> [Task instructions]:
Reproduce each line of the entries that carries "улица".

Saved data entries
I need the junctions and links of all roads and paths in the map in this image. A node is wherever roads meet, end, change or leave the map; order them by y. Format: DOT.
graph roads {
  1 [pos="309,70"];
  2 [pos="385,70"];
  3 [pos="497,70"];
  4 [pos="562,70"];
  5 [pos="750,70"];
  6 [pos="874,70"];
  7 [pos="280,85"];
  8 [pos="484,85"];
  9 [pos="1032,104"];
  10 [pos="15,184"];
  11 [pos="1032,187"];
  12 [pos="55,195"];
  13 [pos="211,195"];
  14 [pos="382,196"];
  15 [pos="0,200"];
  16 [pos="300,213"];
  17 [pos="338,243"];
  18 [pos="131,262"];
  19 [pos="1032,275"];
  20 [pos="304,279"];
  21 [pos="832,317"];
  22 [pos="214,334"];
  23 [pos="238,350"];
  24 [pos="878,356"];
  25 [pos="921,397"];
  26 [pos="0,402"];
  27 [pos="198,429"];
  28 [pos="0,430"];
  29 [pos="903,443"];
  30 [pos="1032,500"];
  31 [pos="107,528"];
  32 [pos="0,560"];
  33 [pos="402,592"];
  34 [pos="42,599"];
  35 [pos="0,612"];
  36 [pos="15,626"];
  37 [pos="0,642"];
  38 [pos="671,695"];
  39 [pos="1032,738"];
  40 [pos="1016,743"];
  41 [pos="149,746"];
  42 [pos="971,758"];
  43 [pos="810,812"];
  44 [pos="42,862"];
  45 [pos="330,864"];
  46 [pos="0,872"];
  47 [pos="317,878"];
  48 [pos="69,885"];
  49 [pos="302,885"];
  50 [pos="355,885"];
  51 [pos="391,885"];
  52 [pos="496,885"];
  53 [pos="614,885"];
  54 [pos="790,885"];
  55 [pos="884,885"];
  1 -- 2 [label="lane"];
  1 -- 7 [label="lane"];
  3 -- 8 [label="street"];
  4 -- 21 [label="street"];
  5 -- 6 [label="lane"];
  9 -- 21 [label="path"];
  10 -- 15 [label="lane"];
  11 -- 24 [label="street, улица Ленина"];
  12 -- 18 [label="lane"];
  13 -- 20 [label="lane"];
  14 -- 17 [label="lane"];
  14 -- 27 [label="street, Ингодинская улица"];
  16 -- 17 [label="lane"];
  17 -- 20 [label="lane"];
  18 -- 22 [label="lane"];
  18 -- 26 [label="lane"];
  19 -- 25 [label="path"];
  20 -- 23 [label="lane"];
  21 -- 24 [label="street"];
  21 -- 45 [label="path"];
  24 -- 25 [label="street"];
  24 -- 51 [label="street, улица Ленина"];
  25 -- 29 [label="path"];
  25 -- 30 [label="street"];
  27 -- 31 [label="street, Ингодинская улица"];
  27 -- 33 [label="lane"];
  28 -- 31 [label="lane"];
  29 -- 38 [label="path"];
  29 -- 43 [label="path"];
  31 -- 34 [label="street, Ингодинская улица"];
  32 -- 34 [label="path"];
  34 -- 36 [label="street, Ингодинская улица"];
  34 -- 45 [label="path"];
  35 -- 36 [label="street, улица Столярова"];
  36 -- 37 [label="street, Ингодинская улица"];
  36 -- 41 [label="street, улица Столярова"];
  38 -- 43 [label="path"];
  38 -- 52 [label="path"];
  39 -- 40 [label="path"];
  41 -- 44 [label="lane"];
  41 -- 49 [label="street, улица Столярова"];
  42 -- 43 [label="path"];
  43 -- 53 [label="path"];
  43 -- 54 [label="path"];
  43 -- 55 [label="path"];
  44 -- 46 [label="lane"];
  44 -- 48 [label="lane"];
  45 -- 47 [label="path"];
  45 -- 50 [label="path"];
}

> [Problem solution]:
  11 -- 24 [label="street, улица Ленина"];
  14 -- 27 [label="street, Ингодинская улица"];
  24 -- 51 [label="street, улица Ленина"];
  27 -- 31 [label="street, Ингодинская улица"];
  31 -- 34 [label="street, Ингодинская улица"];
  34 -- 36 [label="street, Ингодинская улица"];
  35 -- 36 [label="street, улица Столярова"];
  36 -- 37 [label="street, Ингодинская улица"];
  36 -- 41 [label="street, улица Столярова"];
  41 -- 49 [label="street, улица Столярова"];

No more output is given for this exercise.